Mileage at replacement (removal of Bosch/installation of reman)
20250906_165414.jpg
Picking up the reman rack at the dealer.
20250906_100728.jpg
20250906_100818.jpg
20250906_100829.jpg
20250906_104714.jpg
20250906_104745.jpg
20250906_111252.jpg
20250906_111300.jpg
20250906_111303.jpg
20250906_111305.jpg
But then I got distracted. Recall from my alignment that my right front camber was actually too positive by around 0.6 degrees (which was a change from too negative before I did the front struts). I hatched this plan to use my inclinometer, loosen the knuckle bolts and adjust the camber accordingly. I had a brain fart initially and put the inclinometer on the strut but I quickly realized I needed to put it on the brake rotor hub. It was a little tricky to tighten the bolts while holding the adjustment but eventually I got it. What's also interesting is that I did check the left front and it measured 89.9 degrees (almost perfectly perpendicular to the ground). And adding 0.6 degrees negative camber to the right front also put it at 89.9. So maybe the car was engineered (or this is a coincidence) to make 90 degrees dial in to the perfect nominal camber when the car is on the ground (something like -1.9 degrees but I would need to double check). 90 degrees would be 0 camber at full droop if that makes sense.
Left side for comparison
20250906_113839.jpg
Right side before adjustment.
20250906_113856.jpg
Right side after initial adjustment.
20250906_115443.jpg
Right side after torque/angle of knuckle bolts
20250906_121310.jpg
Before I removed the Bosch rack I did some experiments. I had Ian wiggle the steering wheel to see if I could further isolate the play. I put vice grips on the steering shaft and while Ian wiggled I tried to see where the play was. I had him decrease the wiggle amplitude to see if his wiggling continued while motion stopped at the input shaft. As far as rotation goes, that never really happened meaning there was NO rotation outside of the steering rack. Furthermore, I was able to notice that any remaining play was happening in the input shaft rocking radially. What I am saying is, all the slop was in the Bosch rack and it was time to continue.

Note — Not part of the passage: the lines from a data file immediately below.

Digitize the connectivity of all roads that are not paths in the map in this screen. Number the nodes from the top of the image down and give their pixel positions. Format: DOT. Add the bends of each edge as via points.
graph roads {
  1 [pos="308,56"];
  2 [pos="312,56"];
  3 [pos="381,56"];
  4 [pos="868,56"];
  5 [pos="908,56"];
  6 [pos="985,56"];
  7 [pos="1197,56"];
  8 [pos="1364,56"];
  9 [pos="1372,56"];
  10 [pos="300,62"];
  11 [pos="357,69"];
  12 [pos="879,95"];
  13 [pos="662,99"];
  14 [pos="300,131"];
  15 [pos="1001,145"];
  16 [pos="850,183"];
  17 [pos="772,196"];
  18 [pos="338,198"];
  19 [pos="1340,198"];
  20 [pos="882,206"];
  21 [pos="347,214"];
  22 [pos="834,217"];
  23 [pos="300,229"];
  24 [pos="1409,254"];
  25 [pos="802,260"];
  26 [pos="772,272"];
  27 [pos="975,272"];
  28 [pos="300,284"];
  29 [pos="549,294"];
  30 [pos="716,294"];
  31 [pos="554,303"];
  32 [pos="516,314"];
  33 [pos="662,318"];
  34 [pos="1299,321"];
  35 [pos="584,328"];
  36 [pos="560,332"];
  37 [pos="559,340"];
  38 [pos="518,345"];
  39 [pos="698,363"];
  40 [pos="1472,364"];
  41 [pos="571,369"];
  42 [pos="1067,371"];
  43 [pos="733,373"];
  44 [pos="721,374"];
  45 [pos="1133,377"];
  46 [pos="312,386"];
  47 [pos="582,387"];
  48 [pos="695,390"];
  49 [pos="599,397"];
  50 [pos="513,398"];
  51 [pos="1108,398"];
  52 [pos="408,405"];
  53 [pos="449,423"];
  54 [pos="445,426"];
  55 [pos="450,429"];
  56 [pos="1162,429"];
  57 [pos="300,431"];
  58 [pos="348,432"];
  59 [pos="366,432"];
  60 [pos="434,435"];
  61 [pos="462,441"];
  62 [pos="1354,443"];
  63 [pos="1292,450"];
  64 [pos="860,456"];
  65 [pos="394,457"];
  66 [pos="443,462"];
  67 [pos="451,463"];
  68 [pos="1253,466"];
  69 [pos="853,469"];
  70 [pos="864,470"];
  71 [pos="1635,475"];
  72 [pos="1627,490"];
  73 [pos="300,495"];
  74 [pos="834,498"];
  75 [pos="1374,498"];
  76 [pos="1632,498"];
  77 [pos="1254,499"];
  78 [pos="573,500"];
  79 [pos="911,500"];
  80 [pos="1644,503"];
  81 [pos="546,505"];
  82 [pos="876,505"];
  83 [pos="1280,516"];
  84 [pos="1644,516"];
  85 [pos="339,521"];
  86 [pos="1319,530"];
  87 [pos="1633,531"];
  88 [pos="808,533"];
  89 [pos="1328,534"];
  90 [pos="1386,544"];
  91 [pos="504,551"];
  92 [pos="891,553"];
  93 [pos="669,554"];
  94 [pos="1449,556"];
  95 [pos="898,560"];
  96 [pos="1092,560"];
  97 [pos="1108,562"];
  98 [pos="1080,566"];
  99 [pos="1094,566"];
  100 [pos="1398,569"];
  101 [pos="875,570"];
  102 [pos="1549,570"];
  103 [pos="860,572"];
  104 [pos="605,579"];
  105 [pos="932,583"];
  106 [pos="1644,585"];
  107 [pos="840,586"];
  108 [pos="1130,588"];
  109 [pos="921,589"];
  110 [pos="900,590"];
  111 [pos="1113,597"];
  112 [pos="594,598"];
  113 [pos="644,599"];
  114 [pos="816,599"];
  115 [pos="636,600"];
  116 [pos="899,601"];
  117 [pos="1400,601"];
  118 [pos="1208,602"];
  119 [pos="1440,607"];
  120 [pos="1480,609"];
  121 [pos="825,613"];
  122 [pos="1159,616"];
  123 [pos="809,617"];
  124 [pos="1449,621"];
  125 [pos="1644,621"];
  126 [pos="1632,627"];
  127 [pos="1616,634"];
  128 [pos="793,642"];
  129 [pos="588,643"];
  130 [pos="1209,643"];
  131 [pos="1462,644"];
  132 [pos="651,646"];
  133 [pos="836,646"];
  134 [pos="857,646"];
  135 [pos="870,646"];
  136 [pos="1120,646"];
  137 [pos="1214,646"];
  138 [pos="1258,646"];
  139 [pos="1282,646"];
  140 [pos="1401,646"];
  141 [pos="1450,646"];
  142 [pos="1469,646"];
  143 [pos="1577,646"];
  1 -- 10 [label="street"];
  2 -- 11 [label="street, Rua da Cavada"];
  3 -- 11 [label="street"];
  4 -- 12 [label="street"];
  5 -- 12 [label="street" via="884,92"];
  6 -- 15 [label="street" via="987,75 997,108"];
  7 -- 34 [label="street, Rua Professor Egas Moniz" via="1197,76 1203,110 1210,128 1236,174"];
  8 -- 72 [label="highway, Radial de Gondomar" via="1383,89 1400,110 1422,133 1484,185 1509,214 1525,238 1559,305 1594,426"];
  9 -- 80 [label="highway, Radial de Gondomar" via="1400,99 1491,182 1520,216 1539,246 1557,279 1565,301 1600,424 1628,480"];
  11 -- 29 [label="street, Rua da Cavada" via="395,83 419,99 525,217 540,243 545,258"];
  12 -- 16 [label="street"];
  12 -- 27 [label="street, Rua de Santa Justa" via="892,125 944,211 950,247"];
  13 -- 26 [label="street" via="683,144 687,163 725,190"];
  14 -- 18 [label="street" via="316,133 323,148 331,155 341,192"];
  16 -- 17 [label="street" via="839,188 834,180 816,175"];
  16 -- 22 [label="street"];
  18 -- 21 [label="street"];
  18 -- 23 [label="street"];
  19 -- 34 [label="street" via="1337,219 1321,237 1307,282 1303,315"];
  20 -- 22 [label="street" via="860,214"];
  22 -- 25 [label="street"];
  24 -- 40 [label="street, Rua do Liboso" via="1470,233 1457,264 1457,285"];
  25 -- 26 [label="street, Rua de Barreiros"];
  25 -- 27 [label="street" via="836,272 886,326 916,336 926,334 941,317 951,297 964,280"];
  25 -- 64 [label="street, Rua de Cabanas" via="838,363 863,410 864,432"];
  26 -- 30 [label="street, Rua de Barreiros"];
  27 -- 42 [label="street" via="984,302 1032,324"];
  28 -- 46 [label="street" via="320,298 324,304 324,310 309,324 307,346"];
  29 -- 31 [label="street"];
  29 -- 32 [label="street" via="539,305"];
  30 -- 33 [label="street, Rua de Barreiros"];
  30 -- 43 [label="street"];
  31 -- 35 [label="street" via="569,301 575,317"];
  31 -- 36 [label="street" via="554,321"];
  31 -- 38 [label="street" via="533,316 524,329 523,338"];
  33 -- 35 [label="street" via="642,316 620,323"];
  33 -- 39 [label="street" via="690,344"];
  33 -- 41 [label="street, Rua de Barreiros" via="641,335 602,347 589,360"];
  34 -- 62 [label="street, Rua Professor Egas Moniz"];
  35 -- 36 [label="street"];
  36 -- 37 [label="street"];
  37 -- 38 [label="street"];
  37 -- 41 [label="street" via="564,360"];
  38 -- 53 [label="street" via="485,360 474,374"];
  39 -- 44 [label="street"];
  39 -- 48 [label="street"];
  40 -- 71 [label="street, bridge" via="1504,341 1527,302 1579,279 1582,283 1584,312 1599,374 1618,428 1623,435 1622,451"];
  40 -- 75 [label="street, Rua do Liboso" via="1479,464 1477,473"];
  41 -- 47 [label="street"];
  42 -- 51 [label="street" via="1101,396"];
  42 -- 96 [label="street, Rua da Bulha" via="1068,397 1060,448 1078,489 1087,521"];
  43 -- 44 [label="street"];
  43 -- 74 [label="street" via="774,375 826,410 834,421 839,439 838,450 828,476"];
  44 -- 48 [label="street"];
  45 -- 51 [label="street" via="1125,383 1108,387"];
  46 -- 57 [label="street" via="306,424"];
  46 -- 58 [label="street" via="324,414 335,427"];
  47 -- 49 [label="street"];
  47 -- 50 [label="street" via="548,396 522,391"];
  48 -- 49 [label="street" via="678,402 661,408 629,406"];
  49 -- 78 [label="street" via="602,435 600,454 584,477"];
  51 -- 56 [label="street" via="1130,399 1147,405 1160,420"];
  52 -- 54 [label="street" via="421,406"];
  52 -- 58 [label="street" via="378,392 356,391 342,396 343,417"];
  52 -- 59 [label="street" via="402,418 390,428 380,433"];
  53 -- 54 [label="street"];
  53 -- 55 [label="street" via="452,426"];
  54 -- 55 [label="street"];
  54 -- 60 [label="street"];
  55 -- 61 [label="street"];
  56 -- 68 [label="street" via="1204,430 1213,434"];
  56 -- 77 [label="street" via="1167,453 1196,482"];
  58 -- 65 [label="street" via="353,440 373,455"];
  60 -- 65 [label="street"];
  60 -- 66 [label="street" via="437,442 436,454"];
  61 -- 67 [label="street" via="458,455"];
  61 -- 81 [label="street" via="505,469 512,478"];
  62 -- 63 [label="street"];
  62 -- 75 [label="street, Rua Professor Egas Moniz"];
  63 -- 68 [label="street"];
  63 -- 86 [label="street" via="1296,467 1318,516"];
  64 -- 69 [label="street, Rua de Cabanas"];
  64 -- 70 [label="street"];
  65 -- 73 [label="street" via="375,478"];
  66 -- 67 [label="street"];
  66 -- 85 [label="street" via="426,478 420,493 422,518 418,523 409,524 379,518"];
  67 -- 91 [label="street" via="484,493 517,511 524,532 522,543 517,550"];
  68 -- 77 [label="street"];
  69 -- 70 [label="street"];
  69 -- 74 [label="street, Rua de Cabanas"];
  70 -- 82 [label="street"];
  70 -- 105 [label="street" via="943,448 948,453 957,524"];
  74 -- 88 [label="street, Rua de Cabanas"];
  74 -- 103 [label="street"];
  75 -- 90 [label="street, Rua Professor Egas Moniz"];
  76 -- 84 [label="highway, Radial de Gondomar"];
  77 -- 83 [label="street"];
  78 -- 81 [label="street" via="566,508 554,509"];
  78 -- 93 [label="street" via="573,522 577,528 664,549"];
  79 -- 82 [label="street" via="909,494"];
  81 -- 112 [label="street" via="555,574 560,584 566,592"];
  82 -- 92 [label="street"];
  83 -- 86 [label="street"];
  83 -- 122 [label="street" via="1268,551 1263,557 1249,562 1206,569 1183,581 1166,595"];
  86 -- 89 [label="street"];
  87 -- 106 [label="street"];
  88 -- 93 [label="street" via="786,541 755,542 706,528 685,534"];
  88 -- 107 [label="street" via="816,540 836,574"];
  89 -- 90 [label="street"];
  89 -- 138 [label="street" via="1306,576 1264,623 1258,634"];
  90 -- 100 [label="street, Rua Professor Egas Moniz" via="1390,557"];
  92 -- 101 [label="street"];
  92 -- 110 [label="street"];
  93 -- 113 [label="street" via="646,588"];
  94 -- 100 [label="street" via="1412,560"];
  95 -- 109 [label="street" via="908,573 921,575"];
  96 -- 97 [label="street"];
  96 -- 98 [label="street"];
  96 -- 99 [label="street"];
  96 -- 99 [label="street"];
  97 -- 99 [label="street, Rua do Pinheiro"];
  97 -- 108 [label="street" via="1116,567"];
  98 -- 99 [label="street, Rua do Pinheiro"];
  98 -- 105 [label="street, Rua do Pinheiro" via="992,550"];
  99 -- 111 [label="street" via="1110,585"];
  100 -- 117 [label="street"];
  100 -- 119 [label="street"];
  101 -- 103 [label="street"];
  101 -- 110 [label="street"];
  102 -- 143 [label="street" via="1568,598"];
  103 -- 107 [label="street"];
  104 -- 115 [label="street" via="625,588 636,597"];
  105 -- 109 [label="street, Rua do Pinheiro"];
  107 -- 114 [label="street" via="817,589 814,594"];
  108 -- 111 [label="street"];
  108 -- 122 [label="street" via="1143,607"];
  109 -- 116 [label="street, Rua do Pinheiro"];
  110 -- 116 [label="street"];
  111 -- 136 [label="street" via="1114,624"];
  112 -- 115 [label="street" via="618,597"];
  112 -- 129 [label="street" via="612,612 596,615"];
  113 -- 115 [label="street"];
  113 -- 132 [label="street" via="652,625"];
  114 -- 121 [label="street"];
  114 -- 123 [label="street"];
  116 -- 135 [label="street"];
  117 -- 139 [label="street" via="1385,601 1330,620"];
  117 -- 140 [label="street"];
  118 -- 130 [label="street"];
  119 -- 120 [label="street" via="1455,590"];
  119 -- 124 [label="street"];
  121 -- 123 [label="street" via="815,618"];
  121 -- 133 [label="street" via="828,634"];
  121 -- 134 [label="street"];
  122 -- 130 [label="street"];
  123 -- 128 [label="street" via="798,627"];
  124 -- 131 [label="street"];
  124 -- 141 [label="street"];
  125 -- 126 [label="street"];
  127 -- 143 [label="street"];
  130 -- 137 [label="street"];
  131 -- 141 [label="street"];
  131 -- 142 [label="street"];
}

https://youtu.be/icKRJrHo9Q0?si=5uvHaxfqE8fsU2Le
Removed the Bosch rack. With all three on the floor I compared various things and found some interesting stuff.
With a vice grip on the input shaft and twisting the shaft back and forth (like wiggling the steering wheel), the clunk between the Bosch and original rack seemed similar. Another test was just grabbing the input shaft with my hand and rocking it radially to see and hear the differences between the racks. What I found is that the Bosch and original rack were similar and the reman rack I just bought was better. Kind of a relief.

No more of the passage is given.